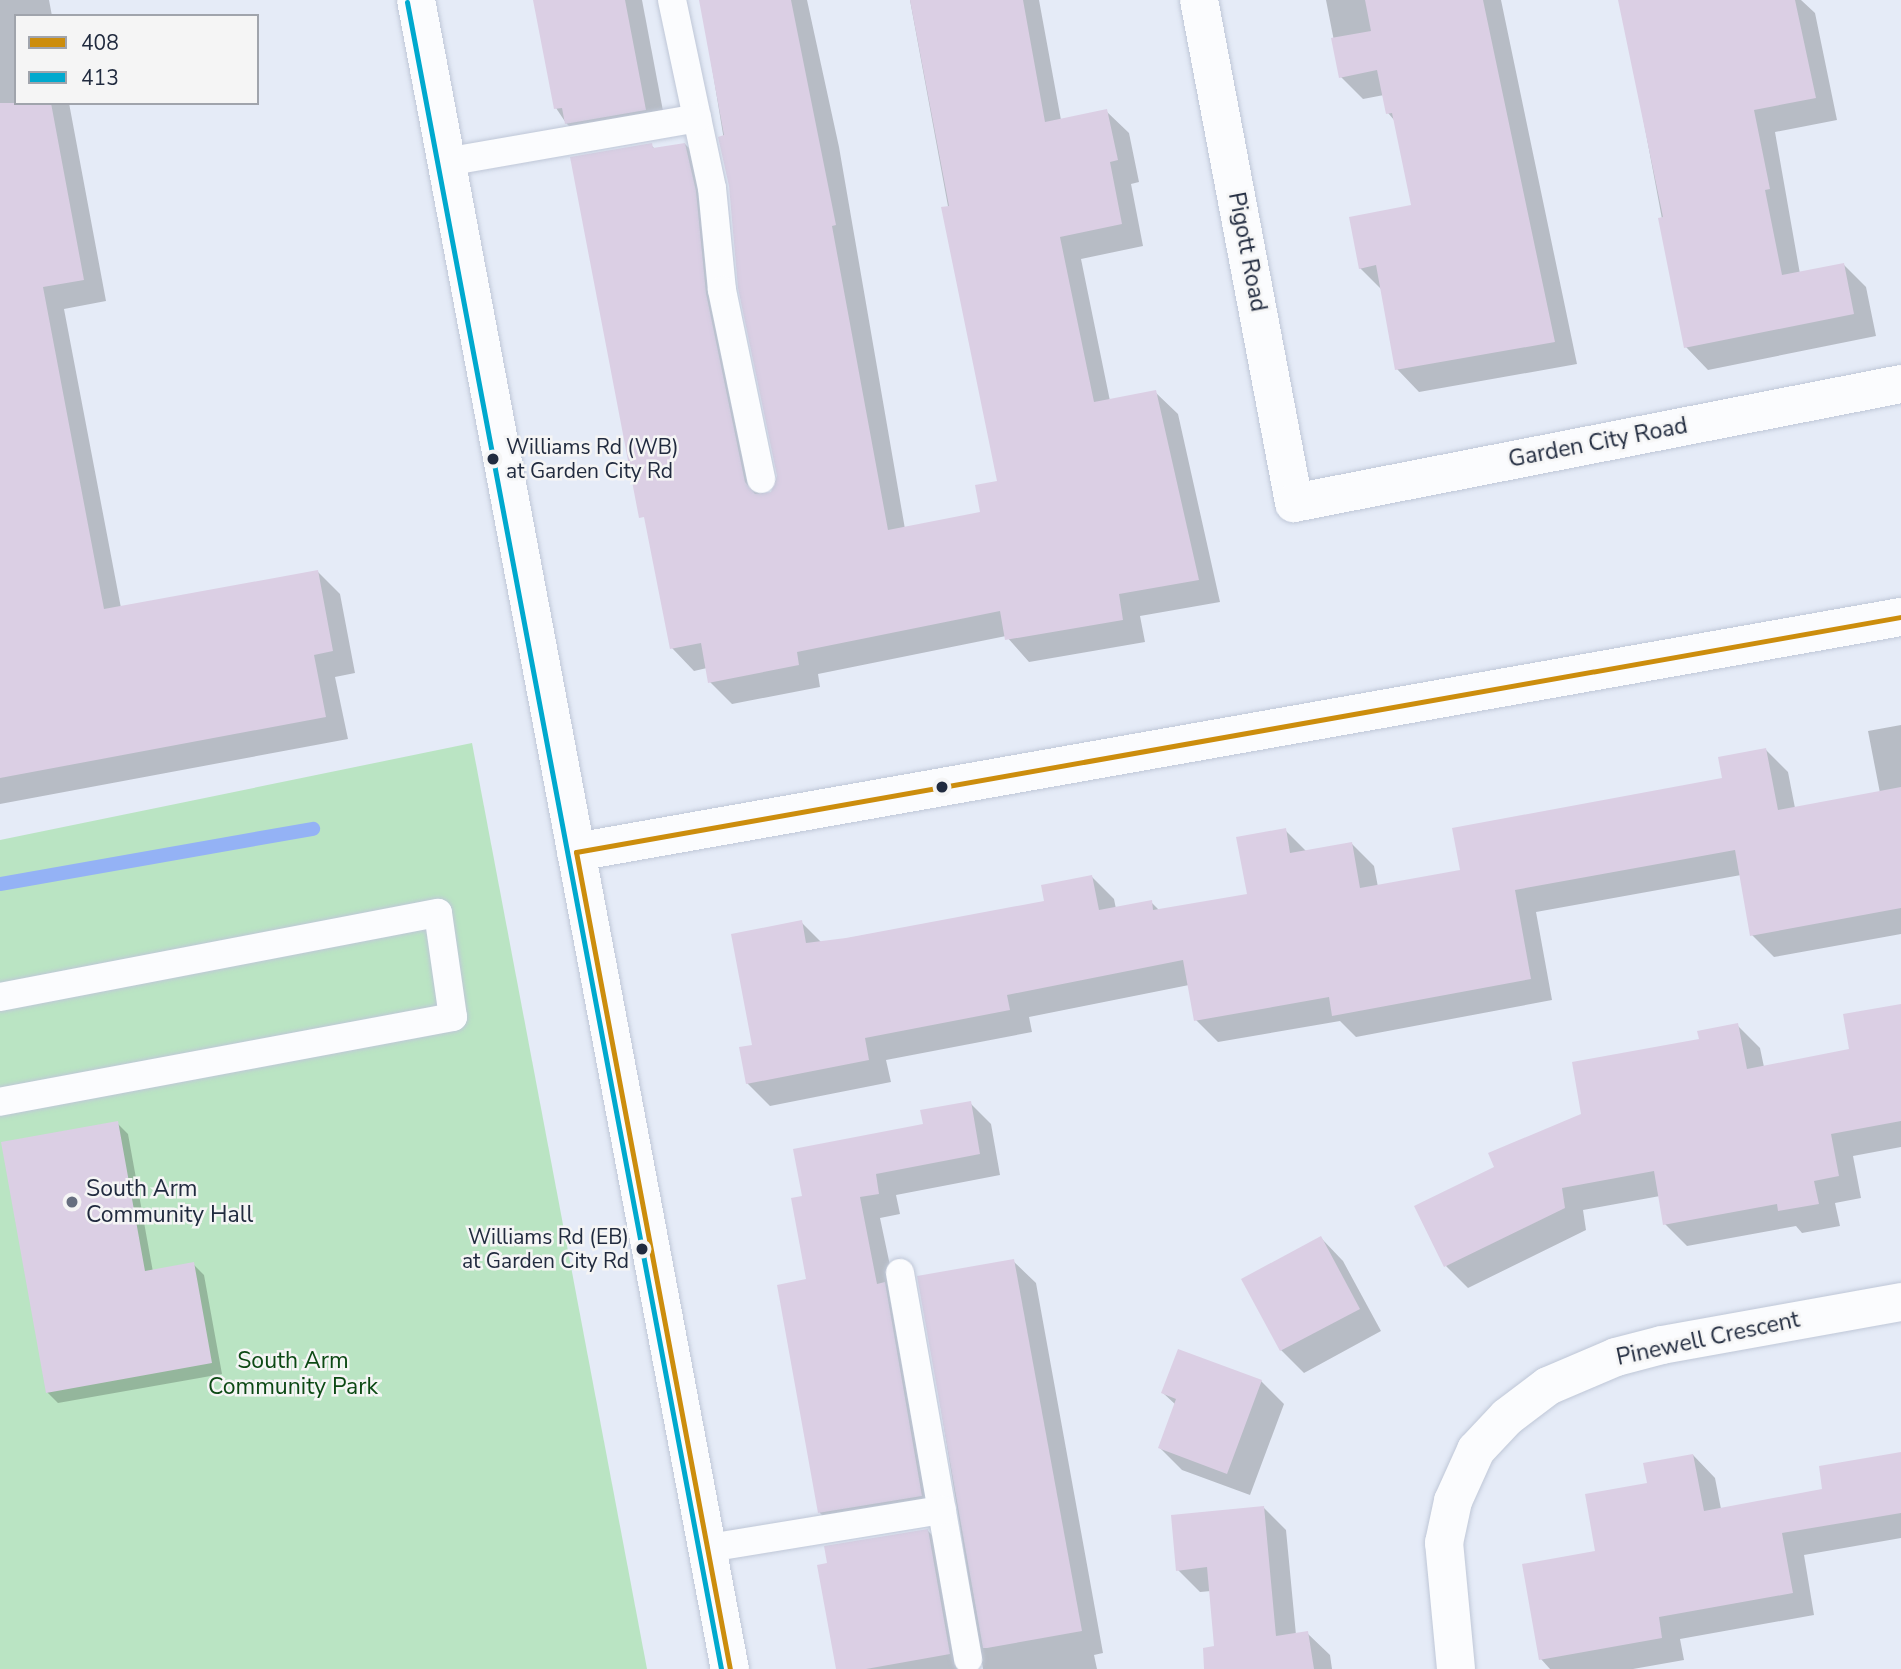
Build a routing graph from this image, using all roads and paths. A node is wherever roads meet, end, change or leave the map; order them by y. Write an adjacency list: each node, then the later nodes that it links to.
1 (416, 0): 5 (street)
2 (672, 0): 4 (lane)
3 (1199, 0): 8 (street, Pigott Road)
4 (697, 118): 5 (lane); 7 (lane)
5 (446, 162): 10 (street)
6 (1901, 383): 8 (street, Garden City Road)
7 (761, 480)
8 (1294, 503)
9 (1901, 617): 10 (street)
10 (576, 852): 16 (street)
11 (0, 997): 12 (lane)
12 (0, 1102)
13 (900, 1273): 15 (lane)
14 (1901, 1301): 19 (street, Pinewell Crescent)
15 (942, 1510): 16 (lane); 17 (lane)
16 (709, 1548): 18 (street)
17 (968, 1659)
18 (730, 1669)
19 (1456, 1669)

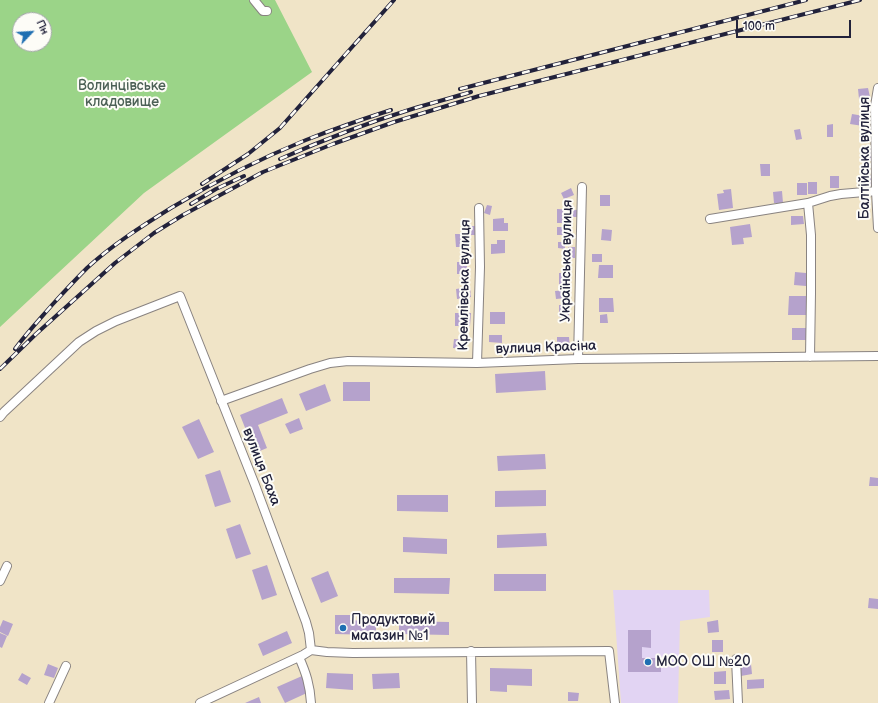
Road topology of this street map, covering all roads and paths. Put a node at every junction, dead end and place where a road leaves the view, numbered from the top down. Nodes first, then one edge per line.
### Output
1 (254, 0) edge
2 (267, 11) dead end
3 (878, 88) edge
4 (582, 187) dead end
5 (876, 191) junction
6 (808, 203) junction
7 (479, 208) dead end
8 (710, 218) dead end
9 (878, 228) edge
10 (878, 356) edge
11 (810, 357) junction
12 (578, 359) junction
13 (477, 363) junction
14 (221, 401) junction
15 (0, 417) edge
16 (7, 566) dead end
17 (0, 581) edge
18 (311, 650) junction
19 (471, 651) junction
20 (299, 657) junction
21 (736, 659) dead end
22 (66, 666) dead end
23 (49, 703) edge
24 (200, 703) edge
25 (311, 703) edge
26 (472, 703) edge
27 (615, 703) edge
28 (738, 703) edge

1 - 2 street
3 - 5 street, Балтійська вулиця
4 - 12 street, Українська вулиця
5 - 6 street
5 - 9 street, Балтійська вулиця
6 - 8 street
6 - 11 street
7 - 13 street, Кремлівська вулиця
10 - 11 street, вулиця Красіна
11 - 12 street, вулиця Красіна
12 - 13 street, вулиця Красіна
13 - 14 street, вулиця Красіна
14 - 15 street, вулиця Баха
14 - 18 street, вулиця Баха
16 - 17 street
18 - 19 street
18 - 20 street
19 - 26 street
19 - 27 street
20 - 24 street
20 - 25 street
21 - 28 street
22 - 23 street

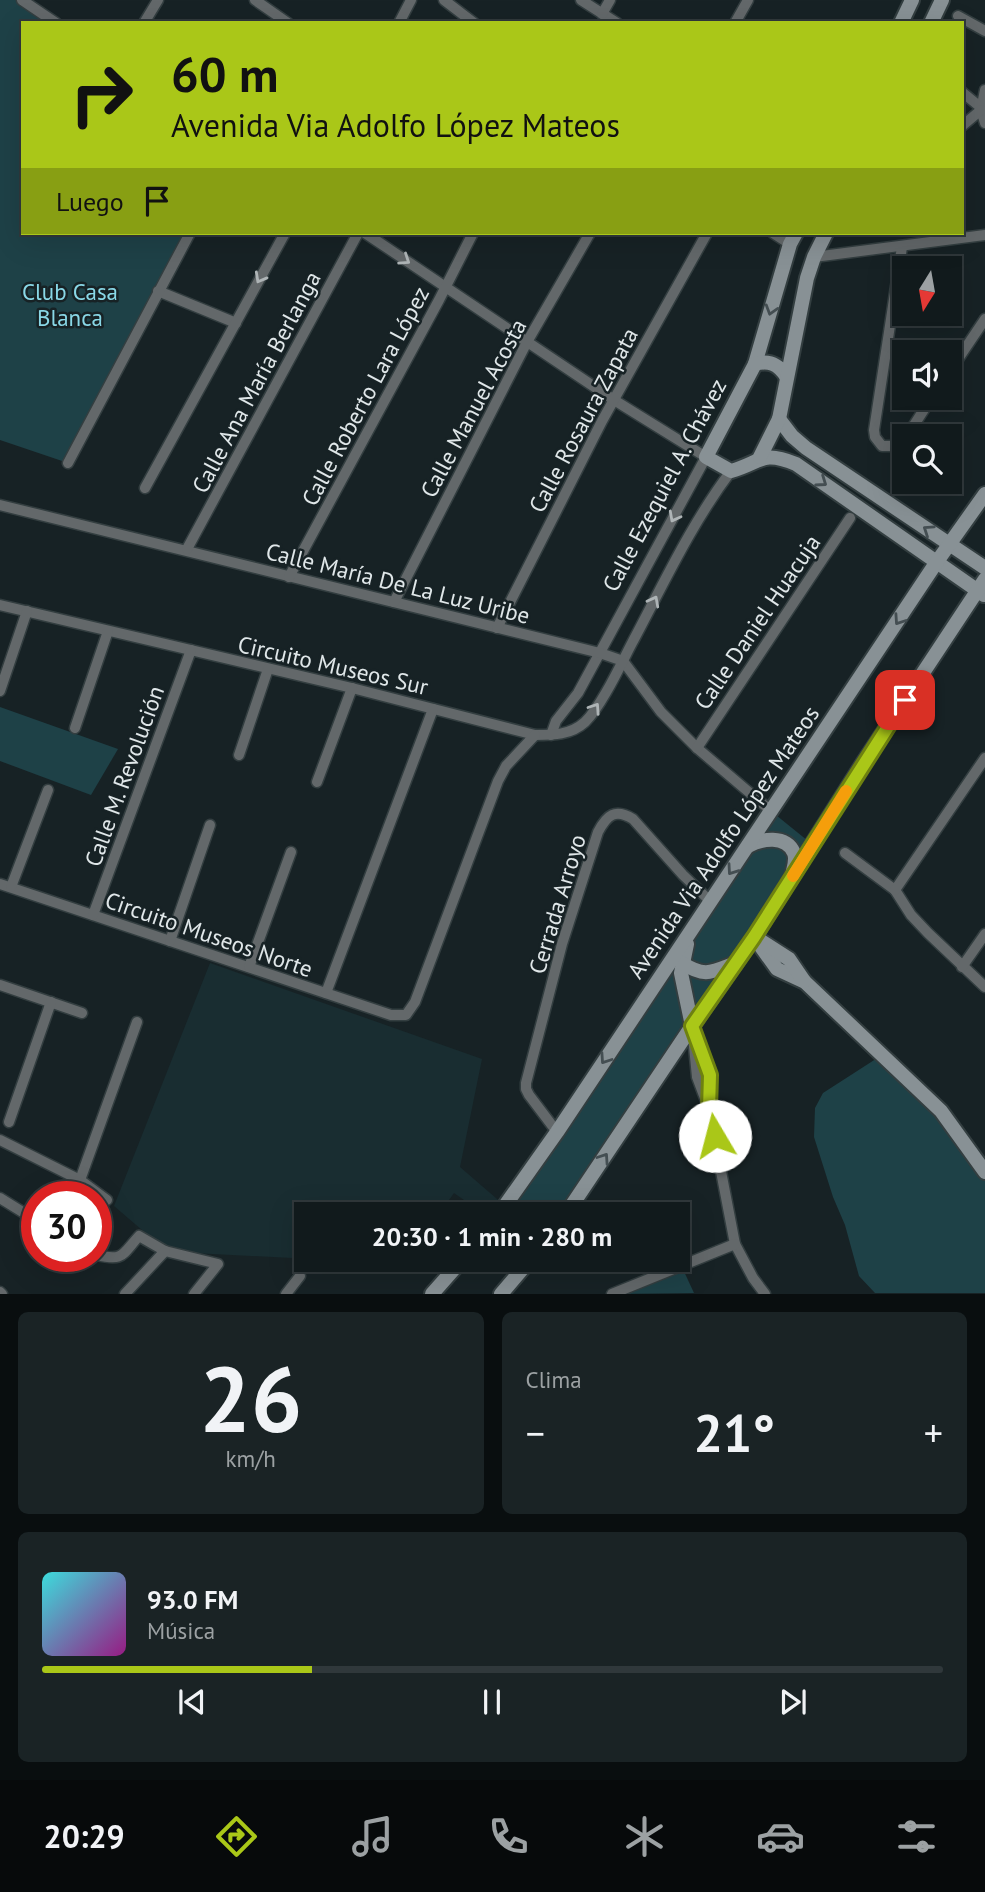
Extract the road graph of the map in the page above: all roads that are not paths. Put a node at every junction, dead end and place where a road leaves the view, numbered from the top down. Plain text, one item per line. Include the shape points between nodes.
=======
What to produce:
The records must come back exactly, with their pictures removed.

Response box:
Build a routing graph from this image, using all roads and paths. A node is wherever roads meet, end, change or leave the map; order them by y. Write an adjacency list: each node, then the later nodes that it links to.
1 (416, 0): 5 (street)
2 (672, 0): 4 (lane)
3 (1199, 0): 8 (street, Pigott Road)
4 (697, 118): 5 (lane); 7 (lane)
5 (446, 162): 10 (street)
6 (1901, 383): 8 (street, Garden City Road)
7 (761, 480)
8 (1294, 503)
9 (1901, 617): 10 (street)
10 (576, 852): 16 (street)
11 (0, 997): 12 (lane)
12 (0, 1102)
13 (900, 1273): 15 (lane)
14 (1901, 1301): 19 (street, Pinewell Crescent)
15 (942, 1510): 16 (lane); 17 (lane)
16 (709, 1548): 18 (street)
17 (968, 1659)
18 (730, 1669)
19 (1456, 1669)

Road topology of this street map, covering all roads and paths. Put a node at every junction, dead end and place where a road leaves the view, numbered from the top down. Nodes first, then one edge per line.
### Output
1 (254, 0) edge
2 (267, 11) dead end
3 (878, 88) edge
4 (582, 187) dead end
5 (876, 191) junction
6 (808, 203) junction
7 (479, 208) dead end
8 (710, 218) dead end
9 (878, 228) edge
10 (878, 356) edge
11 (810, 357) junction
12 (578, 359) junction
13 (477, 363) junction
14 (221, 401) junction
15 (0, 417) edge
16 (7, 566) dead end
17 (0, 581) edge
18 (311, 650) junction
19 (471, 651) junction
20 (299, 657) junction
21 (736, 659) dead end
22 (66, 666) dead end
23 (49, 703) edge
24 (200, 703) edge
25 (311, 703) edge
26 (472, 703) edge
27 (615, 703) edge
28 (738, 703) edge

1 - 2 street
3 - 5 street, Балтійська вулиця
4 - 12 street, Українська вулиця
5 - 6 street
5 - 9 street, Балтійська вулиця
6 - 8 street
6 - 11 street
7 - 13 street, Кремлівська вулиця
10 - 11 street, вулиця Красіна
11 - 12 street, вулиця Красіна
12 - 13 street, вулиця Красіна
13 - 14 street, вулиця Красіна
14 - 15 street, вулиця Баха
14 - 18 street, вулиця Баха
16 - 17 street
18 - 19 street
18 - 20 street
19 - 26 street
19 - 27 street
20 - 24 street
20 - 25 street
21 - 28 street
22 - 23 street

Extract the road graph of the map in the page above: all roads that are not paths. Put a node at every junction, dead end and place where a road leaves the view, numbered from the top down. Plain text, one item per line. Include the shape points between nodes.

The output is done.